We’ve been hearing all manner of reports and analysis of early voting in this election. One recent story said that early voting in Florida’s black community was low, which would be bad for Hillary Clinton. But Florida is a swing state, and another report claims that early swing state voting is going Clinton’s way. The truth (at least in general) may wind up being somewhere between the two, but there’s one group of people who the early voting is decidedly not going well for at all. Those would be the folks who were victims of voter fraud and had their absentee ballots stolen, forged and turned in by someone else. (Orlando Sentinel)
By mid-October, Susan Halperin became concerned that she and her husband hadn’t received their absentee ballots in the mail.
So Lawrence Halperin called the Seminole County Supervisor of Elections Office to find out what was going on.
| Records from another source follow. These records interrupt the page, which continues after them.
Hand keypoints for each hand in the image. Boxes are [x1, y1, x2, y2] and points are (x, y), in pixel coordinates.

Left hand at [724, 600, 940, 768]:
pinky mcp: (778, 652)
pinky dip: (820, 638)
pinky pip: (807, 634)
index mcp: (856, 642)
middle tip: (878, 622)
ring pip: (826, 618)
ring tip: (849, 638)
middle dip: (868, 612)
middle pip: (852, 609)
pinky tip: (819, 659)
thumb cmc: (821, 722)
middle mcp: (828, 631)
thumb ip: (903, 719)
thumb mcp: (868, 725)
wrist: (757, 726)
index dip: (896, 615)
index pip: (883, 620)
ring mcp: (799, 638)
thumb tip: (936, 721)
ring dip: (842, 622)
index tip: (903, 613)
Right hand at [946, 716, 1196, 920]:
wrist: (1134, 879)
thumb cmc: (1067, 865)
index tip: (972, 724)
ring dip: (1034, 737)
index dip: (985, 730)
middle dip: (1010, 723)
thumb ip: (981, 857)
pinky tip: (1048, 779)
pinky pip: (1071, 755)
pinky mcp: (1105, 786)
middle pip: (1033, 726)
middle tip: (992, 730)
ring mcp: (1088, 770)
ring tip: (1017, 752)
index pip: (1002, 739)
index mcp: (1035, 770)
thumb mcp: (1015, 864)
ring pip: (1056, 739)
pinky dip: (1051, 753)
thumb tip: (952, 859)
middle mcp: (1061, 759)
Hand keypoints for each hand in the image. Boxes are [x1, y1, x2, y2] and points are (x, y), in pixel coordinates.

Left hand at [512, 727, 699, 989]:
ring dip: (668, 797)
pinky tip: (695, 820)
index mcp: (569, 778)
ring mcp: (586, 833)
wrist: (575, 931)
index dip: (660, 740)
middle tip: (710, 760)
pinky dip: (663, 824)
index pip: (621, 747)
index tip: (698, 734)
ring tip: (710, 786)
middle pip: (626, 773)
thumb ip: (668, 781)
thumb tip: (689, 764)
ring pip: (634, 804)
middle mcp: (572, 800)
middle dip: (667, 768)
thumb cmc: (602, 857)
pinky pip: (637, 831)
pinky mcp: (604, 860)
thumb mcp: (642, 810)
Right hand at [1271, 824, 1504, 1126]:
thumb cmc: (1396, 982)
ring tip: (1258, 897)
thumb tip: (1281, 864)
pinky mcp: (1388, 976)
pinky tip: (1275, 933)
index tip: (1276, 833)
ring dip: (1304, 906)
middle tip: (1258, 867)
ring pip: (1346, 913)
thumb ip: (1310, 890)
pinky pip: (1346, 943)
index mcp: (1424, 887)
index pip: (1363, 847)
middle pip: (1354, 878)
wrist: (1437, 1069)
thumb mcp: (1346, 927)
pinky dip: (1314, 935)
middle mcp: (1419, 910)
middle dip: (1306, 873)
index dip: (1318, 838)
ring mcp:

He was stunned to learn their ballots had already been cast. Someone had stolen the Halperins’ ballots, faked their signatures and voted.
“He was just floored,” said Susan Halperin, a registered Democrat. “To think that someone would actually steal my ballot and fill it out is creepy.”
The Halperins, who live in the Spring Valley neighborhood of Altamonte Springs just south of State Road 436, weren’t the only victims. Supervisor of Elections Mike Ertel said they were among five voters in three homes in Spring Valley whose absentee ballots were stolen and then fraudulently submitted with votes cast by someone else.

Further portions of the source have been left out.